[[ Excerpted records open ]]
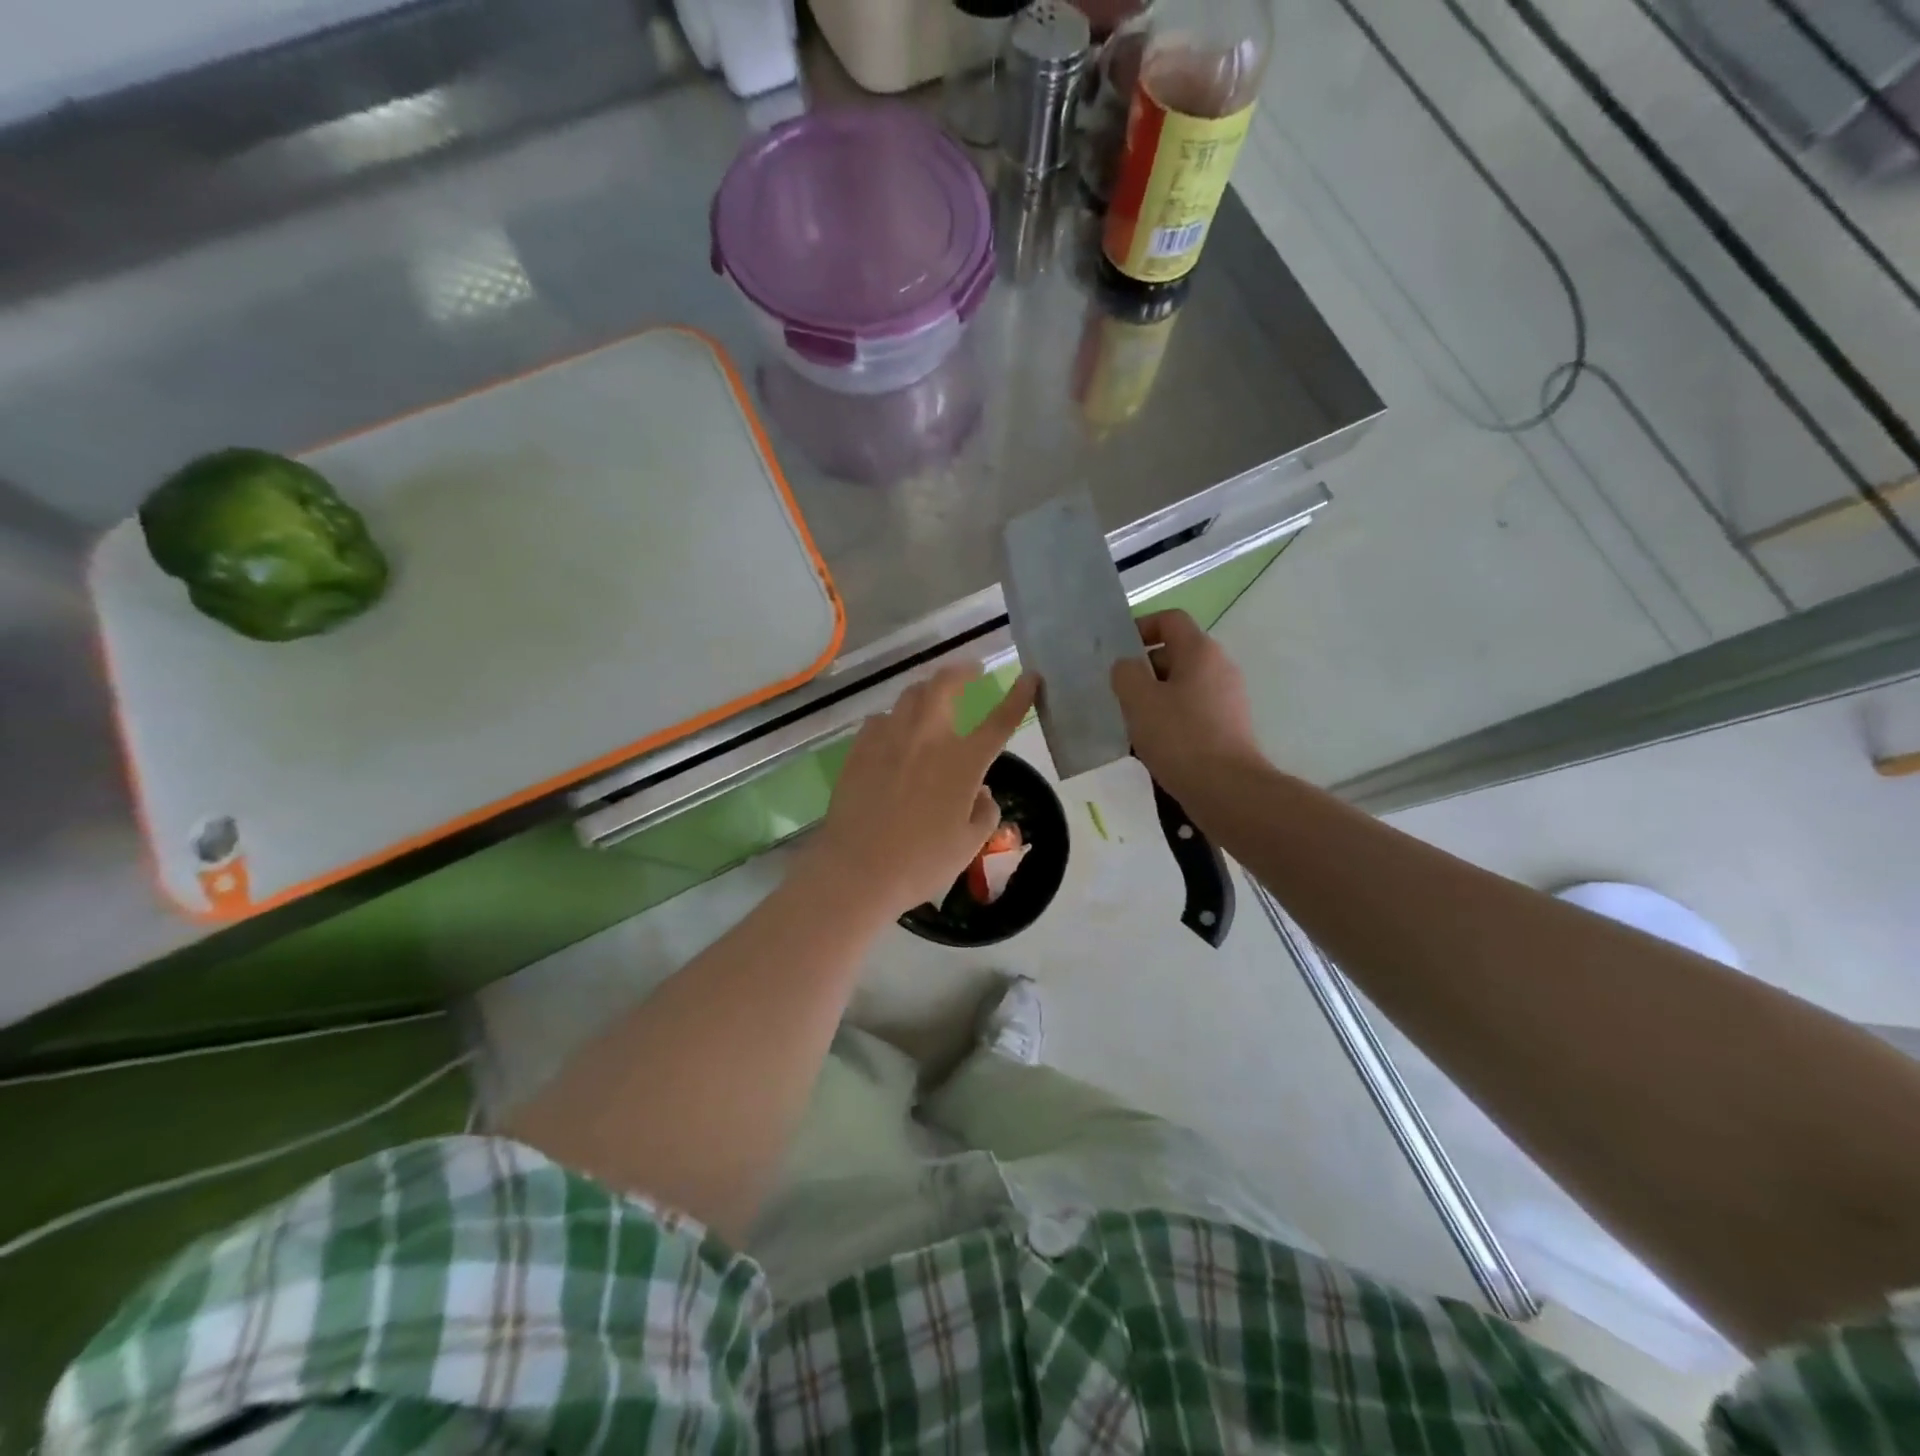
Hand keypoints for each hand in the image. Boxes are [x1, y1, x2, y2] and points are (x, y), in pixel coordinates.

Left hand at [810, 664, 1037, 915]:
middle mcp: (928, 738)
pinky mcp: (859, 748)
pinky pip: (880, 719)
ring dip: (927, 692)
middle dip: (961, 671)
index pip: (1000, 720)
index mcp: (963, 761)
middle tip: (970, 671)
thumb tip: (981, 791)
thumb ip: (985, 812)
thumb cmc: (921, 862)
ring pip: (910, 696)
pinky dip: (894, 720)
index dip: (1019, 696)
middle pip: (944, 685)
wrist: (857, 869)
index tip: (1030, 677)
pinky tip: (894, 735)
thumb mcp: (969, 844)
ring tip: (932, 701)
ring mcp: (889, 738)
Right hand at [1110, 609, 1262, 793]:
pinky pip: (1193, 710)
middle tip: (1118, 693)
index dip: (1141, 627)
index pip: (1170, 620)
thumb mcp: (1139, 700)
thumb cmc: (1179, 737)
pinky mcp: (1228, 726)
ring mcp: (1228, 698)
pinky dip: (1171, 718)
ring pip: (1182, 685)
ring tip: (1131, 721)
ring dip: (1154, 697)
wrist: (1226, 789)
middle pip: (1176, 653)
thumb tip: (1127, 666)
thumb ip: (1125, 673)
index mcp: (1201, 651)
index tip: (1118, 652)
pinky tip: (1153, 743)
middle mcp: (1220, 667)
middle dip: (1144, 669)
[[ Excerpted records closed ]]
**Work item:**
Scan the material for the string "hand". Copy each line where it appears.

**Answer for this exercise:**
Hand keypoints for each hand in the image. Boxes are [x1, y1, x2, y2] and points are (x, y), in pixel coordinates.
Left hand at [810, 664, 1037, 915]:
Right hand at [1110, 609, 1262, 793]:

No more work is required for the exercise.